GMLP: Building Scalable and Flexible Graph Neural Networks with Feature-Message Passing
Wentao Zhang, Yu Shen, Zheyu Lin, Yang Li, Xiaosen Li, Wen Ouyang,, Yangyu Tao, Zhi Yang, and Bin Cui

TL;DR
GMLP introduces a scalable, flexible graph neural network framework that separates message passing from neural updates, enabling efficient pre-computation and adaptability across different neighborhood levels, achieving state-of-the-art results.
Contribution
The paper proposes GMLP, a novel feature-message passing framework that improves scalability and flexibility of GNNs by decoupling message passing from neural updates.
Findings
GMLP achieves state-of-the-art performance on 11 benchmark datasets.
GMLP demonstrates high training scalability and efficiency on large-scale datasets.

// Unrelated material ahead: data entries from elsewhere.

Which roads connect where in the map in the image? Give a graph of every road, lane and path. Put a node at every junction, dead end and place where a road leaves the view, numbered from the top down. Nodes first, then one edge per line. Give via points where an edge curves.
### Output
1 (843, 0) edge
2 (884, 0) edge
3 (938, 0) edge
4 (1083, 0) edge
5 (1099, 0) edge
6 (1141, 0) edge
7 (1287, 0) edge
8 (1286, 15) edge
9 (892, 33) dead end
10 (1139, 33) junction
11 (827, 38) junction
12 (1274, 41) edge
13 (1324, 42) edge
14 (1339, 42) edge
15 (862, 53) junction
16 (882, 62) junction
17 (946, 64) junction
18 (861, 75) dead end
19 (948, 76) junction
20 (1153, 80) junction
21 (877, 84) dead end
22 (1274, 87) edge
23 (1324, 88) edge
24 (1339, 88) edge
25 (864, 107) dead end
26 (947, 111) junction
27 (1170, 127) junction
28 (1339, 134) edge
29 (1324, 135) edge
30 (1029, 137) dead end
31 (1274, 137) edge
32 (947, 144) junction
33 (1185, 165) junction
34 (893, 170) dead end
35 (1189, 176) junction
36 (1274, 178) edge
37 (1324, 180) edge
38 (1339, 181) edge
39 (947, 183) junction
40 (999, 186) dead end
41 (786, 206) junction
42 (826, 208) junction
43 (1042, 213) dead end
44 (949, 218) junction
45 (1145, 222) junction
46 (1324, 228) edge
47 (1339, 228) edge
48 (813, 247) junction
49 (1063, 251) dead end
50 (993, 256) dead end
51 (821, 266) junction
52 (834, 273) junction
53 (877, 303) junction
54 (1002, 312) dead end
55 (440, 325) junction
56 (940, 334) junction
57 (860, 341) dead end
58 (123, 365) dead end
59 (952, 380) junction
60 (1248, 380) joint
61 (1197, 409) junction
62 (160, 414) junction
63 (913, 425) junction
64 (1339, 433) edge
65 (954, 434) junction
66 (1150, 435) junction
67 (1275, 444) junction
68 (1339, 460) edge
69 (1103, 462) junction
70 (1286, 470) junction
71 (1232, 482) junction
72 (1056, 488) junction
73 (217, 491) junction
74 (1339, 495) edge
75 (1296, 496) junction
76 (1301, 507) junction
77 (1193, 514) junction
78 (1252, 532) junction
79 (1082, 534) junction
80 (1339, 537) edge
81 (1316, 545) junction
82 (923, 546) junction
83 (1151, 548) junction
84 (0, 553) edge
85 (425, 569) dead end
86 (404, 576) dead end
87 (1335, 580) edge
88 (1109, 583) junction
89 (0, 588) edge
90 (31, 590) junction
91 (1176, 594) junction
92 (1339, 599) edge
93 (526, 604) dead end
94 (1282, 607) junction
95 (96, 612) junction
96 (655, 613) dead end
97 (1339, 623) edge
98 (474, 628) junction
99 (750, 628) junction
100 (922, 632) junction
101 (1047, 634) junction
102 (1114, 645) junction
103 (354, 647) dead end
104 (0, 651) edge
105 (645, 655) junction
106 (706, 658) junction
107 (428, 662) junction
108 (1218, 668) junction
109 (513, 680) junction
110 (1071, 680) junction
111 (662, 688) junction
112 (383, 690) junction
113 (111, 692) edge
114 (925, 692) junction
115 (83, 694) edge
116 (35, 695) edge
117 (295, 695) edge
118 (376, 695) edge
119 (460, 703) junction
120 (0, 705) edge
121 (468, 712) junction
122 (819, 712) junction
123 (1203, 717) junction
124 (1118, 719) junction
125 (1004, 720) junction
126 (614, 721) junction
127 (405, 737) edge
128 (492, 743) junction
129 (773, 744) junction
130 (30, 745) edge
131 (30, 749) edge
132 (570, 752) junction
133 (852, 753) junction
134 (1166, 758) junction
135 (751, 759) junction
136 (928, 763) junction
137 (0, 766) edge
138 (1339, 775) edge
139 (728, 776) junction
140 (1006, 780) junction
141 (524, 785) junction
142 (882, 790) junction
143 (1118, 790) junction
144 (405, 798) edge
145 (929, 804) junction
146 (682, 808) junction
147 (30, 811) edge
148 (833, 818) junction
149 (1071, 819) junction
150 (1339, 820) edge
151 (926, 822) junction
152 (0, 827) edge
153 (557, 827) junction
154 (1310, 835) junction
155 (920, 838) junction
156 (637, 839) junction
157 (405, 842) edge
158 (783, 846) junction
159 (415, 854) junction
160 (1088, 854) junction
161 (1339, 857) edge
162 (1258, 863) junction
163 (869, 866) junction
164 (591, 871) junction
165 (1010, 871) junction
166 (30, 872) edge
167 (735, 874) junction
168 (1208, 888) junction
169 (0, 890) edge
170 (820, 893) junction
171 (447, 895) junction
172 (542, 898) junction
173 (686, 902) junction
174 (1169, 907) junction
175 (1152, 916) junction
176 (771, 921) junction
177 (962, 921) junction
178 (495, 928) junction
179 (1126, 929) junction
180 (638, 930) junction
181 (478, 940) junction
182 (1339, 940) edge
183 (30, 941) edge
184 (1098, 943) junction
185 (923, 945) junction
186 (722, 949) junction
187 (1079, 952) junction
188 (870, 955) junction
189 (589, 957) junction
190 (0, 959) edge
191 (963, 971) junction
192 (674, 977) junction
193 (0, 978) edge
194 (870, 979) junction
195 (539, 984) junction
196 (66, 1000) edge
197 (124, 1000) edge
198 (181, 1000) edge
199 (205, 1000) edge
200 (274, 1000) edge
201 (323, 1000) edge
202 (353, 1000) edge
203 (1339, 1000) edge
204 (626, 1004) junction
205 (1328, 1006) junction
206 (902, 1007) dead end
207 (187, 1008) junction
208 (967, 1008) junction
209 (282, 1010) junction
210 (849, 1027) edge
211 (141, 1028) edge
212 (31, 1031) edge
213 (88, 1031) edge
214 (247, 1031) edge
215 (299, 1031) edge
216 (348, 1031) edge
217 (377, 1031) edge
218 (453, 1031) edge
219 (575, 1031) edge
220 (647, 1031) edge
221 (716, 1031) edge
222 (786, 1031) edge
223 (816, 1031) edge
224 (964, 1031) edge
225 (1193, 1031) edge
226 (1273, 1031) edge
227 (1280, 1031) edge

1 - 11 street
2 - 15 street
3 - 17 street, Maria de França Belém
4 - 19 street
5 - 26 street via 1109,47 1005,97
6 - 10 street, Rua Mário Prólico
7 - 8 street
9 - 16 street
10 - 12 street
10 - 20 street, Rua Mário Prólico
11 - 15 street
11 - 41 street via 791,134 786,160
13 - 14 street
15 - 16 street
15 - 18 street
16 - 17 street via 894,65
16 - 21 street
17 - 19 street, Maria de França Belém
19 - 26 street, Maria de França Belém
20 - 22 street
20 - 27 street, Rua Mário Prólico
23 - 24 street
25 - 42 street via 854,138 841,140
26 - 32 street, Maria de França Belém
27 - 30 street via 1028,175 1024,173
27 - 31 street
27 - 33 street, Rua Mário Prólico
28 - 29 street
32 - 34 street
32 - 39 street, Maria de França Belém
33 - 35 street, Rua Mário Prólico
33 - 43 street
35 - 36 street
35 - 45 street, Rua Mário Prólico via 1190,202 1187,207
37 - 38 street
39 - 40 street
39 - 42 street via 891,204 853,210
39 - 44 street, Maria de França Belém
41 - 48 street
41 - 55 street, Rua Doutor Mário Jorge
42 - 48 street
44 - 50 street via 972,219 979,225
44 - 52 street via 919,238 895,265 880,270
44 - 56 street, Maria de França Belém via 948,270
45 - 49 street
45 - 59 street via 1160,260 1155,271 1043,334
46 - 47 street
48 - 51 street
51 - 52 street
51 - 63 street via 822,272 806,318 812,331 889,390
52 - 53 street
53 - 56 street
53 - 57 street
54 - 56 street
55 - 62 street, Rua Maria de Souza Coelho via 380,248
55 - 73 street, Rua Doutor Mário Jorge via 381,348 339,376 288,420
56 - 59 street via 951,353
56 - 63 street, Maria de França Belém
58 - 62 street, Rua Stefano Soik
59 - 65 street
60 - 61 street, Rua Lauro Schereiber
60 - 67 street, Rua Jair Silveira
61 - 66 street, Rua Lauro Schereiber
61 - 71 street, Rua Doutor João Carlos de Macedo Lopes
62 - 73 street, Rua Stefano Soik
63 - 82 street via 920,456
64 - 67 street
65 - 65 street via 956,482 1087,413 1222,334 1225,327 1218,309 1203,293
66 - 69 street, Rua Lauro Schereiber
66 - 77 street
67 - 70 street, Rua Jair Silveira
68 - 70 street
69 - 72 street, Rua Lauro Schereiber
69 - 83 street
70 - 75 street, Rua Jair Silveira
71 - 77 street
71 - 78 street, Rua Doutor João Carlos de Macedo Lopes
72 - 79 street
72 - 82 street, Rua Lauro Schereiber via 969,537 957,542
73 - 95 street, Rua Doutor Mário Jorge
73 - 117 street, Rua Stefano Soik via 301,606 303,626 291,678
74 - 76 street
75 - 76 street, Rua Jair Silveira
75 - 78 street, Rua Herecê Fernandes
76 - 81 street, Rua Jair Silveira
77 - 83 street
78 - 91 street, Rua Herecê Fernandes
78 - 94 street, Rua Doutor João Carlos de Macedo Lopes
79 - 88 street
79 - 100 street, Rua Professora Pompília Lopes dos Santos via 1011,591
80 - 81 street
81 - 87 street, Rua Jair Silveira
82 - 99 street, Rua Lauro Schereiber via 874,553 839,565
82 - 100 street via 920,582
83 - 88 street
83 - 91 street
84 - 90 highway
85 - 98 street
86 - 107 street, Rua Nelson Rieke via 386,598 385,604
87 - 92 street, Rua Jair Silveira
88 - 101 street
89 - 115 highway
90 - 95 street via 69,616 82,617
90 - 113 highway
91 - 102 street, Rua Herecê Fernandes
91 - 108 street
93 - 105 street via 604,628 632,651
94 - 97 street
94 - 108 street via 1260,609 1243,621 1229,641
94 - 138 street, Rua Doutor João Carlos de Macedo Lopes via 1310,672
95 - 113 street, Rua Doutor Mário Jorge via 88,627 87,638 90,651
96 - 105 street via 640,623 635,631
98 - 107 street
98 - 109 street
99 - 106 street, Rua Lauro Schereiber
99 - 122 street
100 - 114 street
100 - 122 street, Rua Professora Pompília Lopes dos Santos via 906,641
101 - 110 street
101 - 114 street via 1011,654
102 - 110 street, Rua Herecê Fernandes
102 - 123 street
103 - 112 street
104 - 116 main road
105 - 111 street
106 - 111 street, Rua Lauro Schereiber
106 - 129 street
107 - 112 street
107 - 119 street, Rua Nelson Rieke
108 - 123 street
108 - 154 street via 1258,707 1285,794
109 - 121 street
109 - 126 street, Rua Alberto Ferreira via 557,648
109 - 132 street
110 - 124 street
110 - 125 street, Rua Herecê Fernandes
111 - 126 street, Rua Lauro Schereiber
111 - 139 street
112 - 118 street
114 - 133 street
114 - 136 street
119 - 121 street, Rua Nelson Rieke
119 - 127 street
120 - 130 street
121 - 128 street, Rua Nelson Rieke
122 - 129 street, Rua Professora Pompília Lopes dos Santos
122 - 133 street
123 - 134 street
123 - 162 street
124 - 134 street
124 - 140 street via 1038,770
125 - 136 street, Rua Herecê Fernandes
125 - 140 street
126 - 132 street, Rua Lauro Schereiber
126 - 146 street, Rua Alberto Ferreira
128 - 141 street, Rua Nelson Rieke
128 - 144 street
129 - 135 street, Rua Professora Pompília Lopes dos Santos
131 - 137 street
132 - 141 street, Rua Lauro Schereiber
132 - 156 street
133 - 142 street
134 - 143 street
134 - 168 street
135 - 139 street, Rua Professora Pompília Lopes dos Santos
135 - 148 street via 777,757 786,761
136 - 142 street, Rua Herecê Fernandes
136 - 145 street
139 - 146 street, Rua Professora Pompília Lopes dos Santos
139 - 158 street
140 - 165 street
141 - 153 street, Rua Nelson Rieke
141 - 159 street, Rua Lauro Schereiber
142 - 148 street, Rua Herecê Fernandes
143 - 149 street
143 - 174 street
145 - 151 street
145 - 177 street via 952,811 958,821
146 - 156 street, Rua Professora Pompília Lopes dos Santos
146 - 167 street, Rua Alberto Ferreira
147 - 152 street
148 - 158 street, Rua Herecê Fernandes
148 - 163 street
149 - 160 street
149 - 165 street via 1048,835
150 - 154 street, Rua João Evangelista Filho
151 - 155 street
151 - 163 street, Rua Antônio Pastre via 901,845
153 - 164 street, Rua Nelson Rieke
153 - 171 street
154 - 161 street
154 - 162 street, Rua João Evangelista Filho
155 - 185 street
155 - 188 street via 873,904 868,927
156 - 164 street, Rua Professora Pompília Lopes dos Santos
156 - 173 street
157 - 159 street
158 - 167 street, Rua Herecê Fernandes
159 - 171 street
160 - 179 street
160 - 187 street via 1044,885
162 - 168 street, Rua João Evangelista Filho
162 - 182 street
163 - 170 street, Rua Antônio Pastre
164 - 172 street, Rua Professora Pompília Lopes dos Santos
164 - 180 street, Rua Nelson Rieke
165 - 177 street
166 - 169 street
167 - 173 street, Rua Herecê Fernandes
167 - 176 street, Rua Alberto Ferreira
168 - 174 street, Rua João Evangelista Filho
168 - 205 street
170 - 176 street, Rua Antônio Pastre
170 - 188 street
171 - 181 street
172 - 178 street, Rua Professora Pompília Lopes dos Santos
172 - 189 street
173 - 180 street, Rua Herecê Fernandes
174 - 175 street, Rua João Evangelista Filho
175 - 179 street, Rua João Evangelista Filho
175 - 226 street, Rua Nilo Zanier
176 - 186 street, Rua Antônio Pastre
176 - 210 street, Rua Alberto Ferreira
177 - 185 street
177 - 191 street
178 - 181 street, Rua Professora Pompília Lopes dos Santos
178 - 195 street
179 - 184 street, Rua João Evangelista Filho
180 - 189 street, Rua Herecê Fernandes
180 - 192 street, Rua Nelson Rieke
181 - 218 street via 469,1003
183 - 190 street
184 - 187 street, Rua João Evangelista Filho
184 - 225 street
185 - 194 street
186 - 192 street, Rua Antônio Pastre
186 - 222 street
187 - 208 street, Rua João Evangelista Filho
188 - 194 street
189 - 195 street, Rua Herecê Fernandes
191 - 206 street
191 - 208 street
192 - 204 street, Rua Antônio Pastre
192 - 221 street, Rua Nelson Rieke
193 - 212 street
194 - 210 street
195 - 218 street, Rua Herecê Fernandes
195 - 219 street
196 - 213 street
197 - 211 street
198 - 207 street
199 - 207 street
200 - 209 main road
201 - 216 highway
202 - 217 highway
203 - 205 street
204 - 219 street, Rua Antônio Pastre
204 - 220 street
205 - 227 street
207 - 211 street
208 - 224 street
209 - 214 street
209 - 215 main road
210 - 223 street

The framework effectively balances performance and computational cost.
Abstract
In recent studies, neural message passing has proved to be an effective way to design graph neural networks (GNNs), which have achieved state-of-the-art performance in many graph-based tasks. However, current neural-message passing architectures typically need to perform an expensive recursive neighborhood expansion in multiple rounds and consequently suffer from a scalability issue. Moreover, most existing neural-message passing schemes are inflexible since they are restricted to fixed-hop neighborhoods and insensitive to the actual demands of different nodes. We circumvent these limitations by a novel feature-message passing framework, called Graph Multi-layer Perceptron (GMLP), which separates the neural update from the message passing. With such separation, GMLP significantly improves the scalability and efficiency by performing the message passing procedure in a pre-compute manner,…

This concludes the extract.